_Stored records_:
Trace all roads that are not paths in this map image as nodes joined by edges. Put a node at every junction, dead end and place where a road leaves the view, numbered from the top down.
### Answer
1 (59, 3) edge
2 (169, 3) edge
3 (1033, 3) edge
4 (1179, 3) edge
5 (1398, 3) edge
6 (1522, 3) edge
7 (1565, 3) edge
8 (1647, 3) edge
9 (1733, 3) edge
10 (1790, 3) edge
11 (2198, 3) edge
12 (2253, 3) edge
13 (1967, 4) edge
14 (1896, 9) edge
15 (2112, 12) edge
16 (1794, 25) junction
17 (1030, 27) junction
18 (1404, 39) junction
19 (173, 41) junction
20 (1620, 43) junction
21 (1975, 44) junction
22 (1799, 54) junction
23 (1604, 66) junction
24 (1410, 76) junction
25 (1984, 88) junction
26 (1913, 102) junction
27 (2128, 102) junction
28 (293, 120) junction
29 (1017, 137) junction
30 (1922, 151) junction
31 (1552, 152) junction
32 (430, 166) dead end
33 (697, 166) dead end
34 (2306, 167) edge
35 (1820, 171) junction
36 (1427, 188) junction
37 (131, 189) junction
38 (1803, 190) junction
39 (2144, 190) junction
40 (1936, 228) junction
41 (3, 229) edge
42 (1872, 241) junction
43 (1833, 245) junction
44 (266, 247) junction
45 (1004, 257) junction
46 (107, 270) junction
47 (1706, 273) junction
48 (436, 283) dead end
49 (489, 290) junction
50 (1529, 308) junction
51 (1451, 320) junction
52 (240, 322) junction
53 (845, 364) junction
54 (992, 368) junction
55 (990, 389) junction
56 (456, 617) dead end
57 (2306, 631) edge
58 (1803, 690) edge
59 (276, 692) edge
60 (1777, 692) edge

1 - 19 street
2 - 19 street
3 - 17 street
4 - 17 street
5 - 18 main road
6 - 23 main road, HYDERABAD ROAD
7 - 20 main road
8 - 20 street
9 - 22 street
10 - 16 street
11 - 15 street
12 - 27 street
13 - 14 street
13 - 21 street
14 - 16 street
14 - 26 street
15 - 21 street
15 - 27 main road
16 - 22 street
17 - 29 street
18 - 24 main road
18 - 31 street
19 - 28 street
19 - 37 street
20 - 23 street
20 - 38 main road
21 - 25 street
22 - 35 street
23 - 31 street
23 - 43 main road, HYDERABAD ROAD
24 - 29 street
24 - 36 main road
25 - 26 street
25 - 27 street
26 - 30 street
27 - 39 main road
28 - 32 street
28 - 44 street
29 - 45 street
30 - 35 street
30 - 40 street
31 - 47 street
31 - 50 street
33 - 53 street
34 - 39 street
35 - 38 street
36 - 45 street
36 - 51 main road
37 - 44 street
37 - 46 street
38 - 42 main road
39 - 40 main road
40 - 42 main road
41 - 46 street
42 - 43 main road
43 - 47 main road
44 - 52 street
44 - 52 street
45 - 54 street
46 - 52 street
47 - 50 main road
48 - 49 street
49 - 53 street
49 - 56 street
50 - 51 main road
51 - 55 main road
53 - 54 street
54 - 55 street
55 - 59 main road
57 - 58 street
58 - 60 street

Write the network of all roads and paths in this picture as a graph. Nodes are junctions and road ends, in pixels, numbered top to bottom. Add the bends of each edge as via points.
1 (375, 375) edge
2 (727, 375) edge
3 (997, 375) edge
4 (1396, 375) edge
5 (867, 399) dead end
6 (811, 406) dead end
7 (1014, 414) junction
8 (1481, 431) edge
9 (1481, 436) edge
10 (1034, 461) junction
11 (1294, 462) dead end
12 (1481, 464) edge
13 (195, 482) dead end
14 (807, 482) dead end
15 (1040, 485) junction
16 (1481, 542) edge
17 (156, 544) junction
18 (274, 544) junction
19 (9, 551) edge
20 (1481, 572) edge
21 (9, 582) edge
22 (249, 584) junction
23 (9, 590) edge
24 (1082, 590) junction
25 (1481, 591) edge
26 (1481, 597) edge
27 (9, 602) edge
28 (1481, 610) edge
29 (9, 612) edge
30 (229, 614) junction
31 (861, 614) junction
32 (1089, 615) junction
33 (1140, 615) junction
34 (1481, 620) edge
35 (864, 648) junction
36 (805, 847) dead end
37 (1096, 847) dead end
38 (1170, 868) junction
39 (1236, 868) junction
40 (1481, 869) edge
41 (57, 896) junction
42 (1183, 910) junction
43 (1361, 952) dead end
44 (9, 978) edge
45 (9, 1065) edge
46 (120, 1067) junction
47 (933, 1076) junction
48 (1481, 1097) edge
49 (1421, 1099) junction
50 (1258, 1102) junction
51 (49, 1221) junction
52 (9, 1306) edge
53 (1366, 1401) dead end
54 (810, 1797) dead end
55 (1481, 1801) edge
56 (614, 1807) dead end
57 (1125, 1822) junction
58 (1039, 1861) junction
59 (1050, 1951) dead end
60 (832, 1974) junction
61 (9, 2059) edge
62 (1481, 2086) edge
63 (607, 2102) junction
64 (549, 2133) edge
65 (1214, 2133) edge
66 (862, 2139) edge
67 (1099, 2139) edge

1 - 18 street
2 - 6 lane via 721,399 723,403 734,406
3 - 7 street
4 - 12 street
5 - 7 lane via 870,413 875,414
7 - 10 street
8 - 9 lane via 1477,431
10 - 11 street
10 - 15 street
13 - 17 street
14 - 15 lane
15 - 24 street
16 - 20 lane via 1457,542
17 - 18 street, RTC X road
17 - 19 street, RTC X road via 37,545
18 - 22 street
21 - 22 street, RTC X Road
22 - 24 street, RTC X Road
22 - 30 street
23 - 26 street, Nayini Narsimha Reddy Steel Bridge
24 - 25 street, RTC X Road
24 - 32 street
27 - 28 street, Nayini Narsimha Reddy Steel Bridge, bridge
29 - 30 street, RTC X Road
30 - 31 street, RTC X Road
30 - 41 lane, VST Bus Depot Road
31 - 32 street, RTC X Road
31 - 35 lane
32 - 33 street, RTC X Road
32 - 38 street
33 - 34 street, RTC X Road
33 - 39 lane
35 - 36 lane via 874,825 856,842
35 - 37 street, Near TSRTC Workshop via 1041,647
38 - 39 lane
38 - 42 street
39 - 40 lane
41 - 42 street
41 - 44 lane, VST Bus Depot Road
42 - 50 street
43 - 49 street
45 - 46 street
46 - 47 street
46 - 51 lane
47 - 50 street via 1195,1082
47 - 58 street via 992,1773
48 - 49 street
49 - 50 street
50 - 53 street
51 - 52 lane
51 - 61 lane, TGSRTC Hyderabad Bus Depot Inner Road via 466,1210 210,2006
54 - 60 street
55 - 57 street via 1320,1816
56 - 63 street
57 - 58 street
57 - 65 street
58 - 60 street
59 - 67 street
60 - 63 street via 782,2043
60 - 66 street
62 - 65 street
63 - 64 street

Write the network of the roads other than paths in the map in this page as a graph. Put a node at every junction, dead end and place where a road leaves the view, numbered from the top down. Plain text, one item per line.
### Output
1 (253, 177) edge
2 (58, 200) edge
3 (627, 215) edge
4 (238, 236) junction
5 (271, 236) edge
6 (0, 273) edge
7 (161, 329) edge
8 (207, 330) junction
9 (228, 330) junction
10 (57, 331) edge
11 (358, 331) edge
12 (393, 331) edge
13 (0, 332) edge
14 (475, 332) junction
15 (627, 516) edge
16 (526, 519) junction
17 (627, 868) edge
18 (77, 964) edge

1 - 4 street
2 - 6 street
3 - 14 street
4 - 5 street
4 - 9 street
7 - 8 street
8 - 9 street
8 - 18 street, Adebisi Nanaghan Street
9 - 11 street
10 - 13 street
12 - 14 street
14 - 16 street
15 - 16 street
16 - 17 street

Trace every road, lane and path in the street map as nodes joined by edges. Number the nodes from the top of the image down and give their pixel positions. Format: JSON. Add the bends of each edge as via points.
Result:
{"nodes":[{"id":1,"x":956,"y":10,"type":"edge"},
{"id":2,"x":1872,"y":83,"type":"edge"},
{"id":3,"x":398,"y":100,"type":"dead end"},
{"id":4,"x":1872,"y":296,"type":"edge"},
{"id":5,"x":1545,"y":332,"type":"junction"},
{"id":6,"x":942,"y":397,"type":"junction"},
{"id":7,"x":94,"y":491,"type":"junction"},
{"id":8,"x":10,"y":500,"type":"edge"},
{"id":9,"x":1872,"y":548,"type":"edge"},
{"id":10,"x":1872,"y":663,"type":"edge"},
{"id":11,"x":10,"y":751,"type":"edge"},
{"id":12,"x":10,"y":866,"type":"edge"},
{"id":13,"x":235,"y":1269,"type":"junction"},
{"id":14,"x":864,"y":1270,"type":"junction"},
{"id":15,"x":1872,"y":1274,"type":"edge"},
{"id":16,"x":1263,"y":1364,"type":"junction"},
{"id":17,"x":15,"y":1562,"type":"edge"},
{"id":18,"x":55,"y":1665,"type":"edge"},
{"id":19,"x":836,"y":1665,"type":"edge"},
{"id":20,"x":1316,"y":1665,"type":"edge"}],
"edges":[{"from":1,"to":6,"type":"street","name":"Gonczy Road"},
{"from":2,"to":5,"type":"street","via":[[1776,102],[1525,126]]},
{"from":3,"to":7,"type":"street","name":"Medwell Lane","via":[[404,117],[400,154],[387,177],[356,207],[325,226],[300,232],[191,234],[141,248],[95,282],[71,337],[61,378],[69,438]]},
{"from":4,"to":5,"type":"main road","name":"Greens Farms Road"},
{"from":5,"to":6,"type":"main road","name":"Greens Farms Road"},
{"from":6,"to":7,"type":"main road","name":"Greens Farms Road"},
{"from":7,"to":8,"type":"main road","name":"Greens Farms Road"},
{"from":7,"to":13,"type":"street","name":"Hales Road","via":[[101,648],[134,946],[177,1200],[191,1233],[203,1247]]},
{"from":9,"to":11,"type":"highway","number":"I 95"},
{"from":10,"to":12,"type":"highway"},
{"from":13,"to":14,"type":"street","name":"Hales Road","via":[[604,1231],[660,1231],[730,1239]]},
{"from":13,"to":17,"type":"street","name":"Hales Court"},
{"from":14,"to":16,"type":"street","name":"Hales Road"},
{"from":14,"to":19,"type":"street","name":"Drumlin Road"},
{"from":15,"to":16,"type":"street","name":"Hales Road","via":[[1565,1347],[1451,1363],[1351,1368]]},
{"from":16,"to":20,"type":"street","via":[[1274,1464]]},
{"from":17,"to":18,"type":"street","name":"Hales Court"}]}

_Task_: Every line above that includes the string "image" needs to be copied.

_Exercise answer_:
Trace all roads that are not paths in this map image as nodes joined by edges. Put a node at every junction, dead end and place where a road leaves the view, numbered from the top down.
Trace every road, lane and path in the street map as nodes joined by edges. Number the nodes from the top of the image down and give their pixel positions. Format: JSON. Add the bends of each edge as via points.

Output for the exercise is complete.